It’s around 5pm, any given Saturday. I’ve just checked my RK9 and after a round of fistbumps from my friends I’m heading to my assigned table. My heart is racing. But it’s not out of fear or anxiety. It’s excitement.

My score is 5 and 2.

Every major that I go to, I hope to eventually end up at this table. Not that I’d mind ending my Saturday at the 6 and 1 tables, but I’ve never actually gotten that far. For now, I’m content with playing my win-and-ins in round 8 rather than round 7. If you ask me, 5 and 2 is where it’s at.

The win-and-in for day 2 is my favourite part of any tournament I attend. After seven nerve-racking rounds of clicking buttons and living in constant fear of getting hard read (or even worse: critical hit), this is what it all comes down to.
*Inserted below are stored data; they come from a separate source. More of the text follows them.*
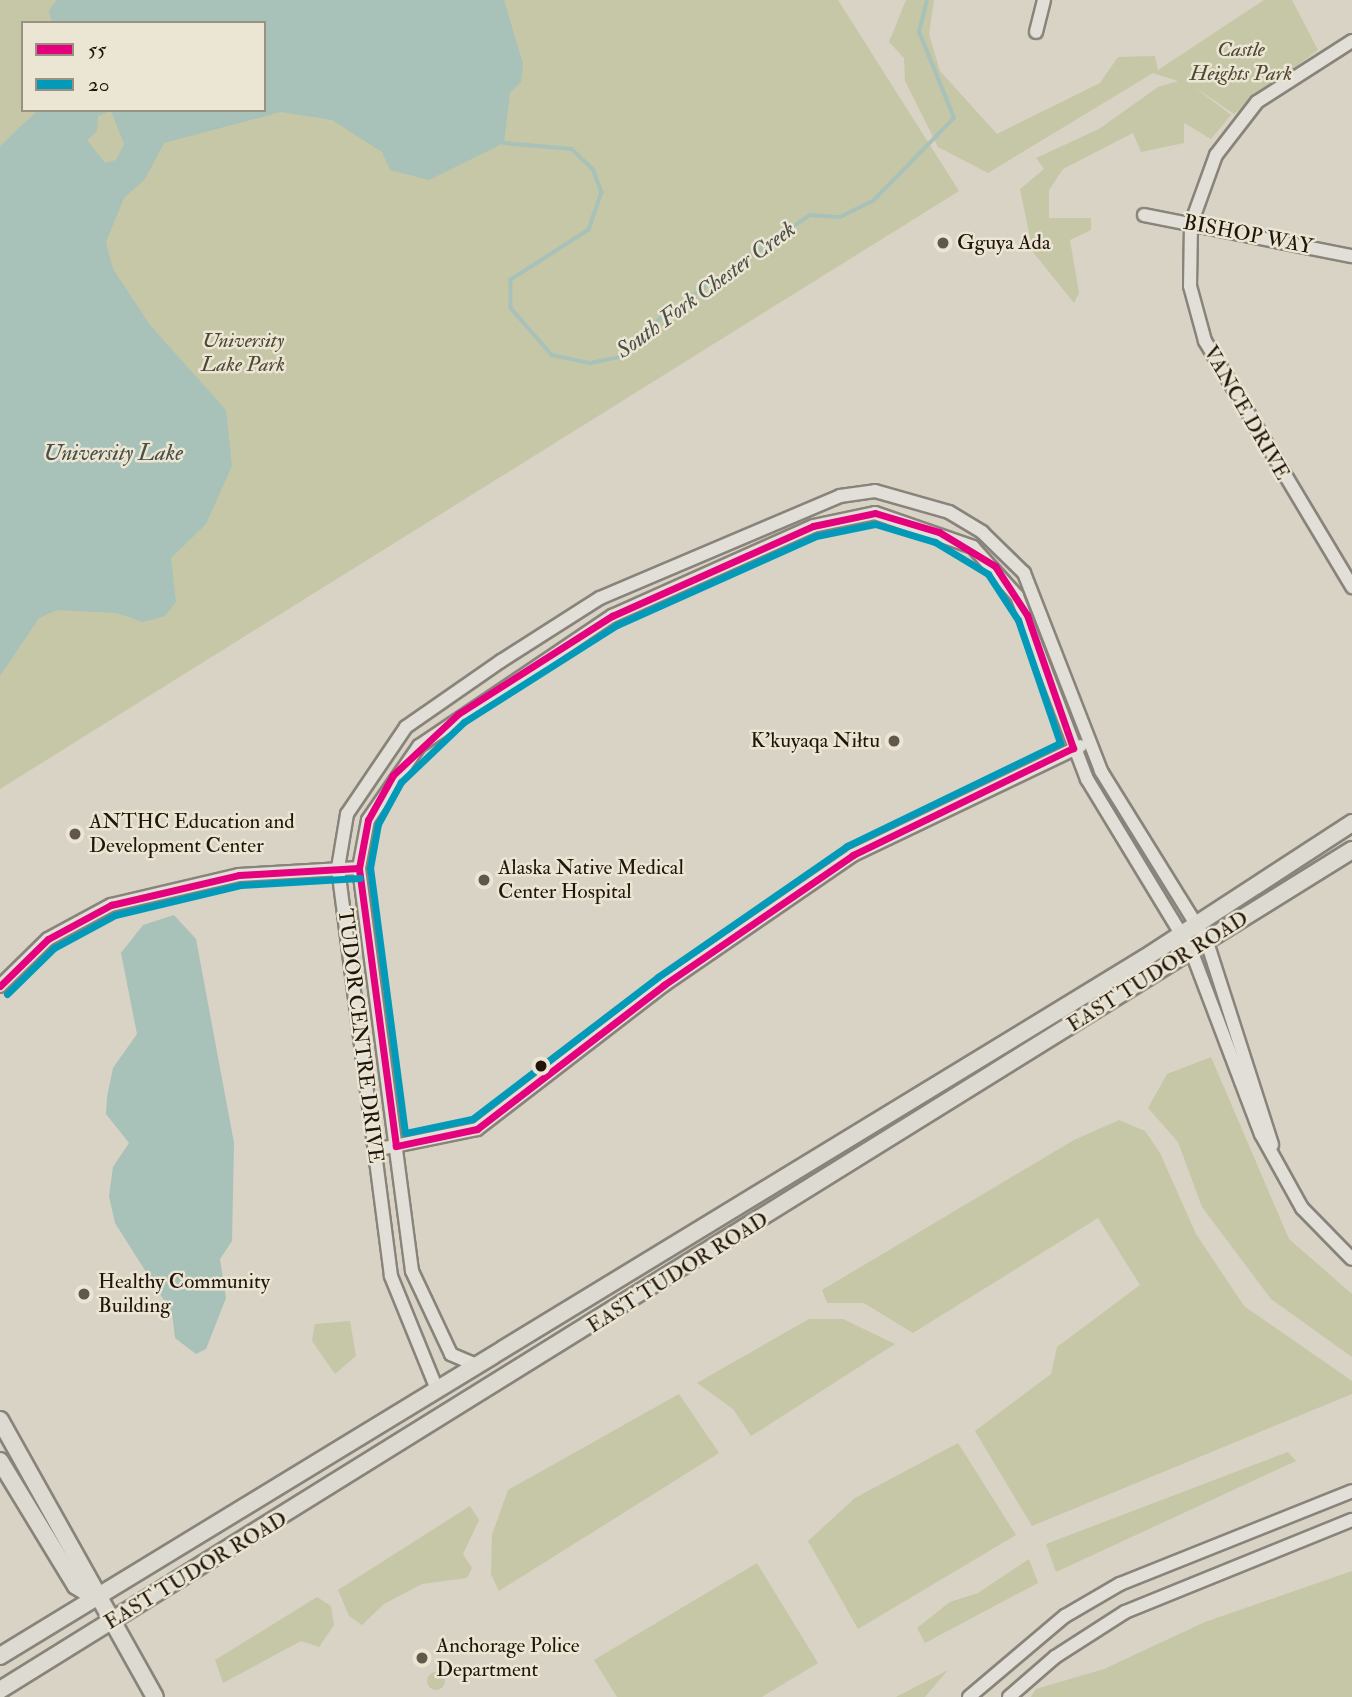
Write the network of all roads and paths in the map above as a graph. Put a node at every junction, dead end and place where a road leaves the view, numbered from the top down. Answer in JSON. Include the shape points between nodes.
{"nodes":[{"id":1,"x":1044,"y":0,"type":"edge"},
{"id":2,"x":1036,"y":32,"type":"dead end"},
{"id":3,"x":1352,"y":41,"type":"edge"},
{"id":4,"x":1144,"y":215,"type":"dead end"},
{"id":5,"x":1191,"y":224,"type":"junction"},
{"id":6,"x":1352,"y":256,"type":"edge"},
{"id":7,"x":1352,"y":587,"type":"edge"},
{"id":8,"x":1088,"y":743,"type":"junction"},
{"id":9,"x":1073,"y":748,"type":"junction"},
{"id":10,"x":1352,"y":823,"type":"edge"},
{"id":11,"x":1352,"y":850,"type":"edge"},
{"id":12,"x":338,"y":868,"type":"junction"},
{"id":13,"x":359,"y":868,"type":"junction"},
{"id":14,"x":1197,"y":920,"type":"junction"},
{"id":15,"x":1181,"y":932,"type":"junction"},
{"id":16,"x":1207,"y":942,"type":"junction"},
{"id":17,"x":1191,"y":950,"type":"junction"},
{"id":18,"x":0,"y":986,"type":"edge"},
{"id":19,"x":396,"y":1146,"type":"junction"},
{"id":20,"x":1272,"y":1147,"type":"junction"},
{"id":21,"x":375,"y":1150,"type":"junction"},
{"id":22,"x":1352,"y":1259,"type":"edge"},
{"id":23,"x":474,"y":1364,"type":"junction"},
{"id":24,"x":436,"y":1387,"type":"junction"},
{"id":25,"x":0,"y":1420,"type":"edge"},
{"id":26,"x":0,"y":1461,"type":"edge"},
{"id":27,"x":1352,"y":1491,"type":"edge"},
{"id":28,"x":1352,"y":1520,"type":"edge"},
{"id":29,"x":94,"y":1597,"type":"junction"},
{"id":30,"x":109,"y":1623,"type":"junction"},
{"id":31,"x":0,"y":1656,"type":"edge"},
{"id":32,"x":0,"y":1690,"type":"edge"},
{"id":33,"x":155,"y":1697,"type":"edge"},
{"id":34,"x":969,"y":1697,"type":"edge"},
{"id":35,"x":1009,"y":1697,"type":"edge"}],
"edges":[{"from":1,"to":2,"type":"street"},
{"from":3,"to":5,"type":"street","name":"VANCE DRIVE","via":[[1240,119],[1216,155]]},
{"from":4,"to":5,"type":"street","name":"BISHOP WAY"},
{"from":5,"to":6,"type":"street","name":"BISHOP WAY"},
{"from":5,"to":7,"type":"street","name":"VANCE DRIVE","via":[[1191,286],[1205,341]]},
{"from":8,"to":9,"type":"street"},
{"from":8,"to":12,"type":"street","name":"TUDOR CENTRE DRIVE","via":[[1033,589],[1010,556],[949,512],[908,497],[875,491],[840,496],[600,598],[445,697],[406,727],[360,787],[348,814]]},
{"from":8,"to":14,"type":"street","name":"TUDOR CENTRE DRIVE"},
{"from":9,"to":13,"type":"street","name":"TUDOR CENTRE DRIVE","via":[[1027,615],[995,566],[973,547],[902,518],[844,517],[612,616],[458,715],[394,775],[368,820]]},
{"from":9,"to":15,"type":"street","name":"TUDOR CENTRE DRIVE"},
{"from":9,"to":19,"type":"street","via":[[853,855],[664,985],[477,1129]]},
{"from":10,"to":14,"type":"main road","name":"EAST TUDOR ROAD"},
{"from":11,"to":16,"type":"main road","name":"EAST TUDOR ROAD"},
{"from":12,"to":13,"type":"street"},
{"from":12,"to":18,"type":"street","via":[[239,876],[111,905],[48,939]]},
{"from":12,"to":21,"type":"street","name":"TUDOR CENTRE DRIVE"},
{"from":13,"to":19,"type":"street","name":"TUDOR CENTRE DRIVE"},
{"from":14,"to":15,"type":"main road","name":"EAST TUDOR ROAD"},
{"from":14,"to":16,"type":"street","name":"TUDOR CENTRE DRIVE"},
{"from":15,"to":17,"type":"street","name":"TUDOR CENTRE DRIVE"},
{"from":15,"to":23,"type":"main road","name":"EAST TUDOR ROAD"},
{"from":16,"to":17,"type":"main road","name":"EAST TUDOR ROAD"},
{"from":16,"to":20,"type":"street","name":"TUDOR CENTRE DRIVE"},
{"from":17,"to":20,"type":"street","name":"TUDOR CENTRE DRIVE","via":[[1261,1134]]},
{"from":17,"to":30,"type":"main road","name":"EAST TUDOR ROAD"},
{"from":19,"to":21,"type":"street"},
{"from":19,"to":23,"type":"street","name":"TUDOR CENTRE DRIVE","via":[[422,1303],[451,1354]]},
{"from":20,"to":22,"type":"street","name":"TUDOR CENTRE DRIVE","via":[[1303,1208]]},
{"from":21,"to":24,"type":"street","name":"TUDOR CENTRE DRIVE","via":[[391,1276]]},
{"from":23,"to":24,"type":"main road","name":"EAST TUDOR ROAD"},
{"from":24,"to":29,"type":"main road","name":"EAST TUDOR ROAD"},
{"from":25,"to":29,"type":"main road","via":[[91,1575]]},
{"from":26,"to":29,"type":"main road","via":[[76,1586]]},
{"from":27,"to":34,"type":"street","via":[[1120,1584],[1065,1616]]},
{"from":28,"to":35,"type":"street","via":[[1125,1612],[1055,1657]]},
{"from":29,"to":30,"type":"main road"},
{"from":29,"to":31,"type":"main road","name":"EAST TUDOR ROAD"},
{"from":30,"to":32,"type":"main road","name":"EAST TUDOR ROAD"},
{"from":30,"to":33,"type":"main road"}]}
You wouldn’t even need a knife to cut the tension in the air around the 5-2 tables; a crooked glance could just be enough to let some players temper run away with them. Not that anyone would openly admit to being nervous, but the sight of a teamsheet quivering like a Volcarona while being handed over by a shaking hand is enough to let the entire hall know.

In my opinion, the key to staying calm is to not be afraid of failing. Think about it: If you lose this match, what happens? Most likely, you still walk away with 80 championship points and half a booster box. Plus, you have a free day tomorrow to explore the city or play in side events (Personally, I tend to go for the side events. Why would I ever buy socks again if I can just exchange my prize points for some?). You can always try again at the next event.
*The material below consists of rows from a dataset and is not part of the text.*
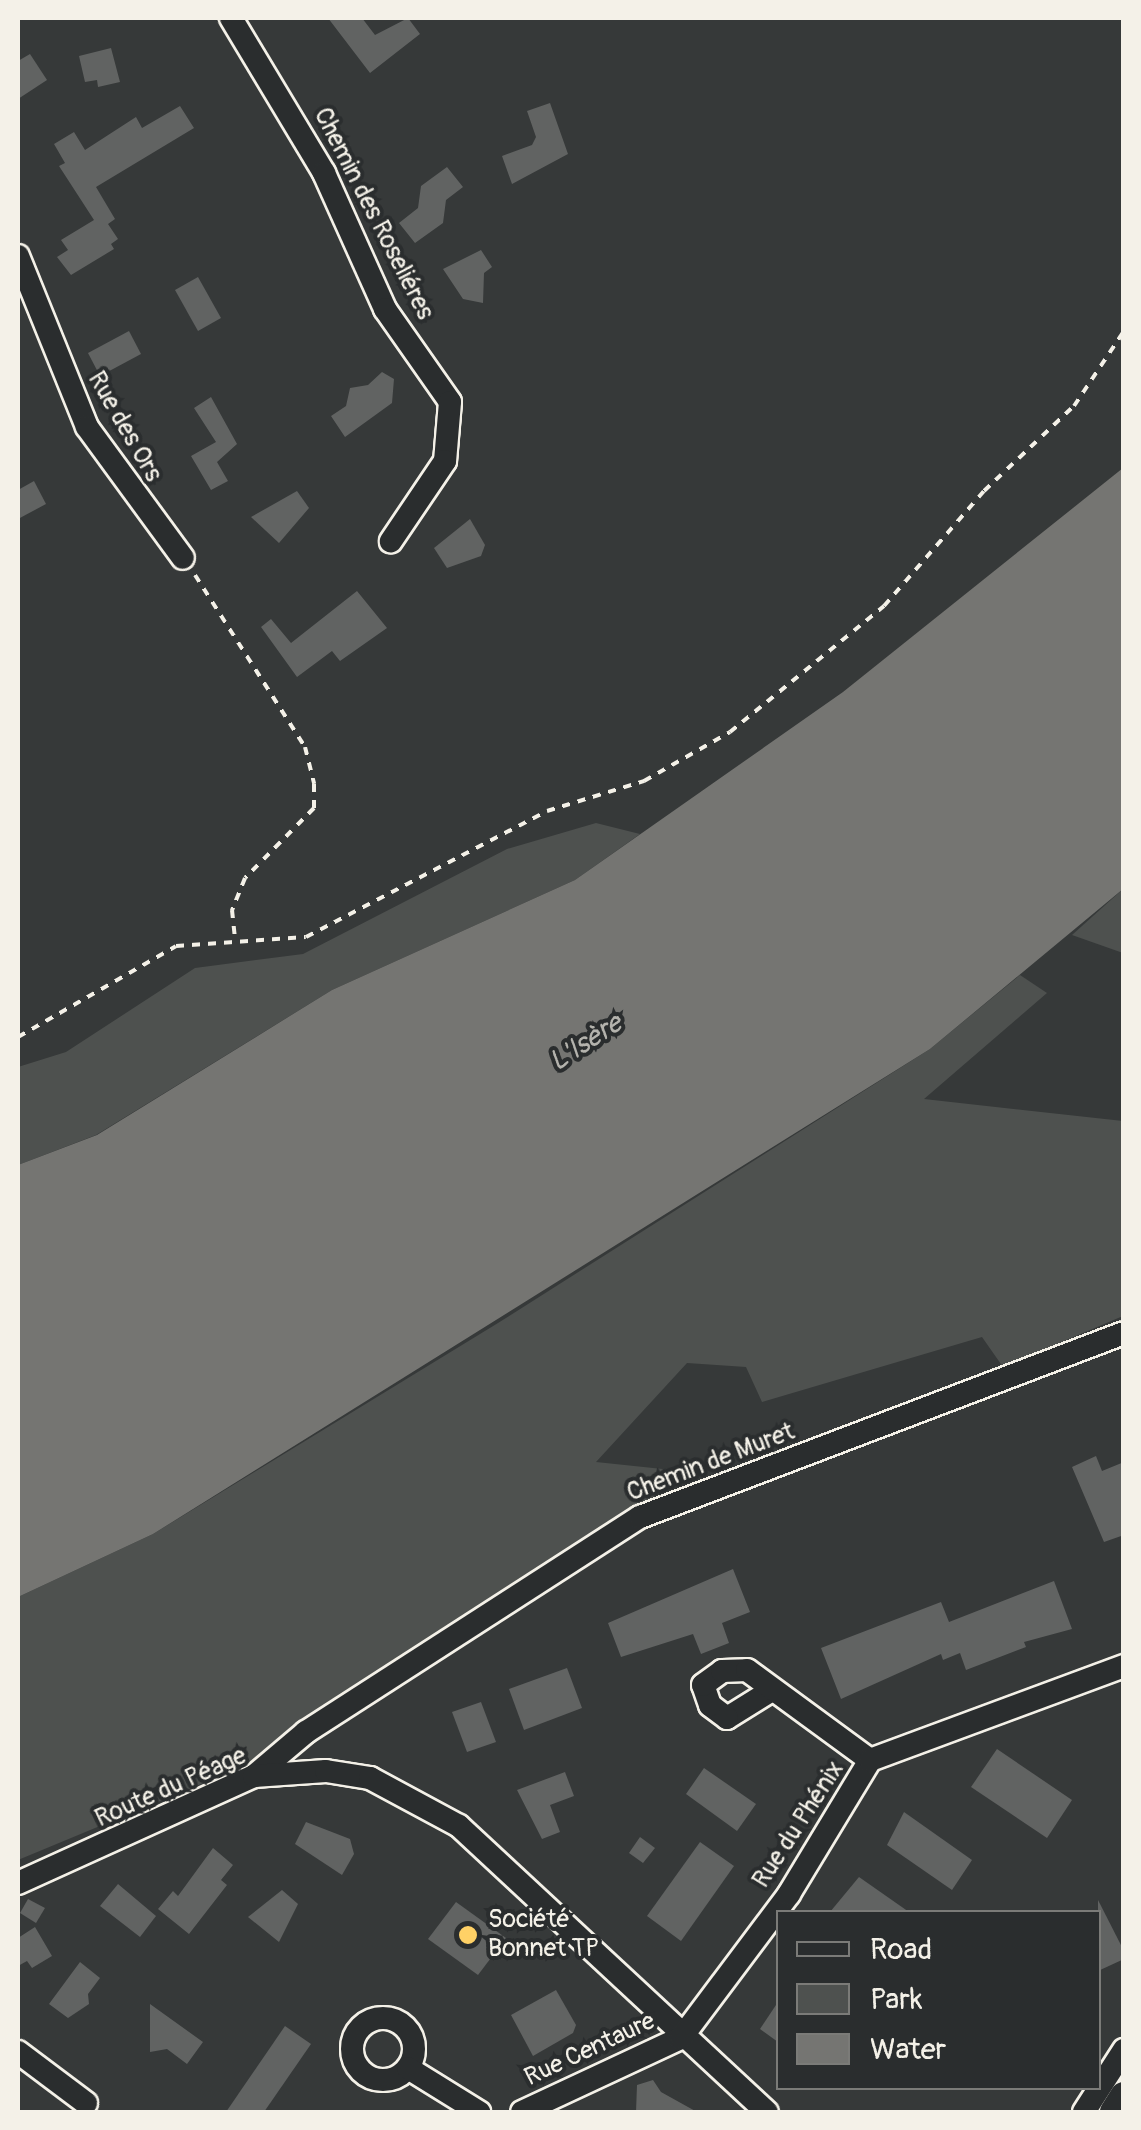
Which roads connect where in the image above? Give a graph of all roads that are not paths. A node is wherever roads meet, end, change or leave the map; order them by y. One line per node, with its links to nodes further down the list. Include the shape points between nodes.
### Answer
1 (231, 18): 3 (street, Chemin des Roseliéres, via 324,172 385,309 450,402 445,460)
2 (18, 256): 4 (street, Rue des Ors, via 87,427)
3 (390, 541)
4 (183, 558)
5 (1124, 1333): 9 (street, Chemin de Muret, via 640,1517 306,1732)
6 (1124, 1666): 8 (street, Rue du Phénix)
7 (772, 1690): 8 (street)
8 (870, 1760): 11 (street, Rue du Phénix)
9 (254, 1776): 10 (street, Route du Péage); 13 (street, Route du Péage, via 326,1770 412,1796 501,1862)
10 (18, 1883)
11 (777, 1910)
12 (776, 1911): 13 (street, Rue du Phénix)
13 (680, 2038): 22 (street, Rue Centaure); 23 (street, Route du Péage)
14 (1124, 2050): 17 (street)
15 (18, 2052): 20 (street)
16 (408, 2068): 21 (street)
17 (1101, 2086)
18 (1098, 2090): 24 (street)
19 (1124, 2096): 25 (main road)
20 (86, 2103)
21 (479, 2112)
22 (522, 2112)
23 (766, 2112)
24 (1084, 2112)
25 (1114, 2112)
Not that I always manage to stay calm. I don’t. But I’m never afraid. I see the win-and-in as an opportunity.
An opportunity to show what I’m made of.
To show that I didn’t luck into this position.
That I have earned my place.
And that I have what it takes to play with the best of the best.

When I sit down, I can’t wait to start the match. No matter the result, I’m happy to have just felt the thrill of this round. Knowing, that each turn could be what decided the game. Any moment something could happen that ends your tournament run. And that moment can be absolutely soul crushing. It doesn’t matter whether it happens immediately or whether you can already see it coming three turns down the line. That feeling when your heart sinks into your stomach because you know that there is no way for you to win the game.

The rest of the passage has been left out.